Causal Temporal Representation Learning with Nonstationary Sparse Transition
Xiangchen Song, Zijian Li, Guangyi Chen, Yujia Zheng, Yewen Fan, Xinshuai Dong, Kun Zhang
TL;DR
This work tackles learning causal temporal representations from nonstationary sequences without observed domain indices. It develops identifiability theory showing that, under sparse transition constraints and sufficient variability, domain regimes can be recovered up to label swapping and latent causal processes can be identified up to permutation and component-wise transformations.
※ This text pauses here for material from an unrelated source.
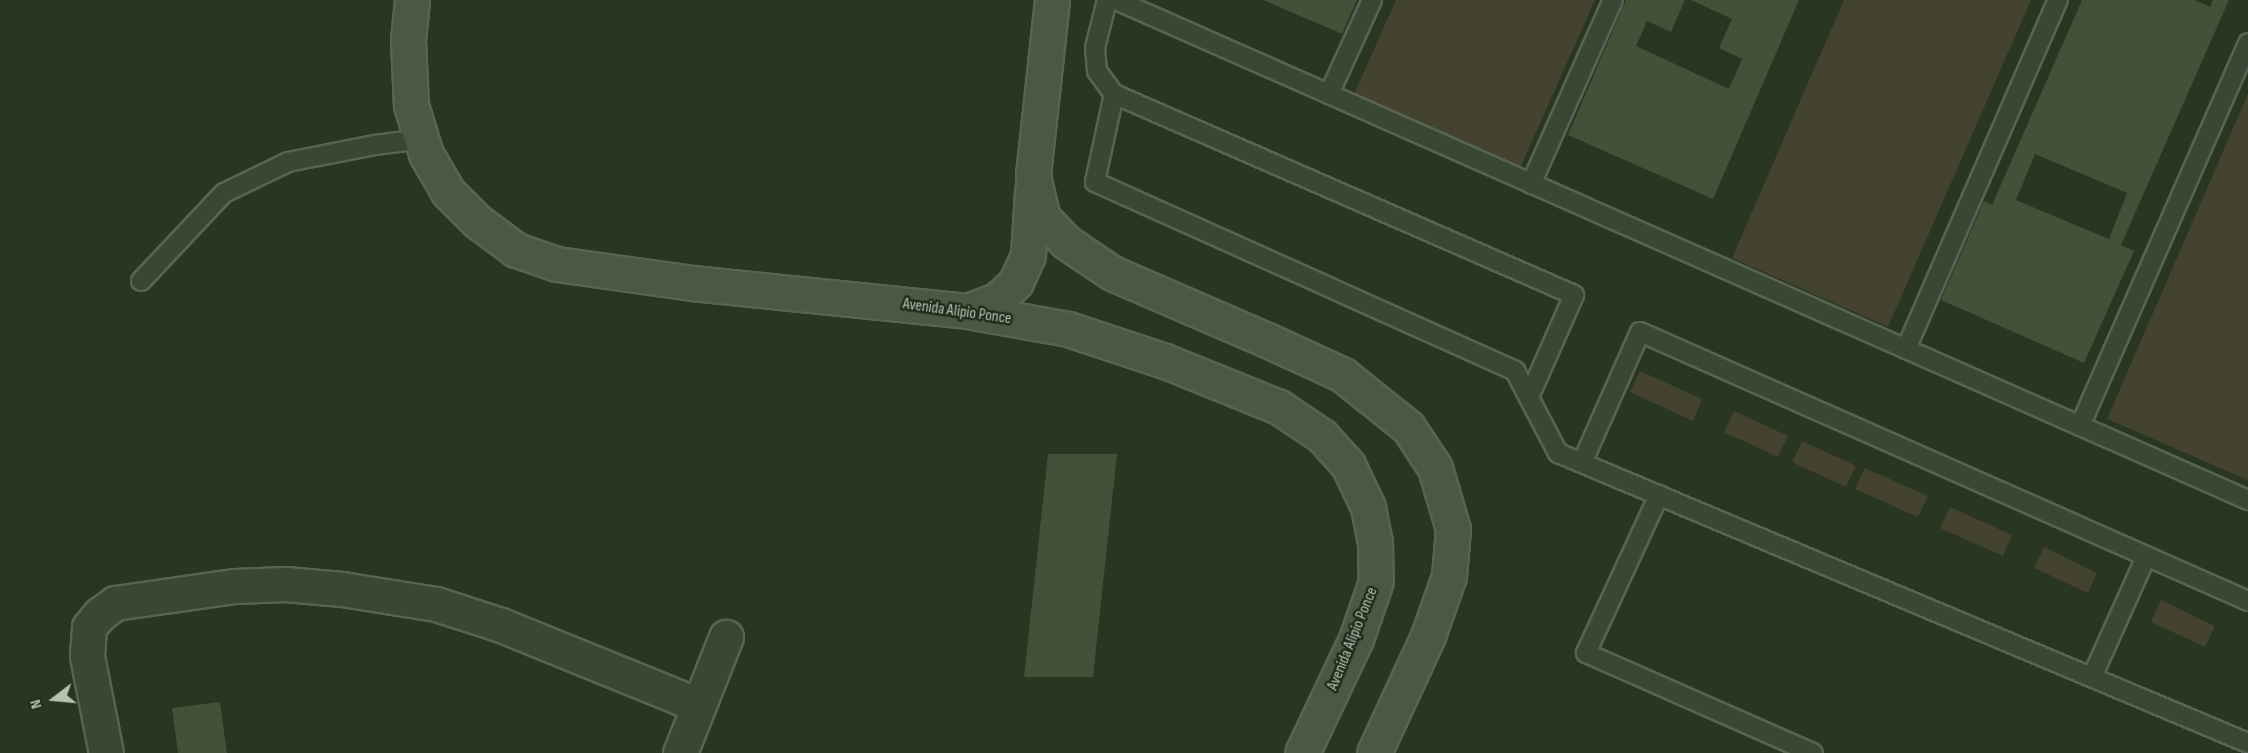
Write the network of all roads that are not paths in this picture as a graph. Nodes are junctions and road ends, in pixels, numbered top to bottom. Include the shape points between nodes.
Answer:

The CtrlNS framework operationalizes these ideas using a sparse-transition module, a prior network, and a VAE-based encoder-decoder, yielding accurate recovery of distribution shifts and latent factors. Empirically, CtrlNS demonstrates strong identifiability and improved performance on synthetic data and weakly supervised action segmentation benchmarks, highlighting its practical potential for transparent, domain-aware modeling of nonstationary temporal data.
Abstract
Causal Temporal Representation Learning (Ctrl) methods aim to identify the temporal causal dynamics of complex nonstationary temporal sequences. Despite the success of existing Ctrl methods, they require either directly observing the domain variables or assuming a Markov prior on them. Such requirements limit the application of these methods in real-world scenarios when we do not have such prior knowledge of the domain variables. To address this problem, this work adopts a sparse transition assumption, aligned with intuitive human understanding, and presents identifiability results from a theoretical perspective. In particular, we explore under what conditions on the significance of the variability of the transitions we can build a model to identify the distribution shifts. Based on the theoretical result, we introduce a novel framework, Causal Temporal Representation Learning with Nonstationary Sparse Transition (CtrlNS), designed to leverage the constraints on transition sparsity and conditional independence to reliably identify both distribution shifts and latent factors. Our experimental evaluations on synthetic and real-world datasets demonstrate significant improvements over existing baselines, highlighting the effectiveness of our approach.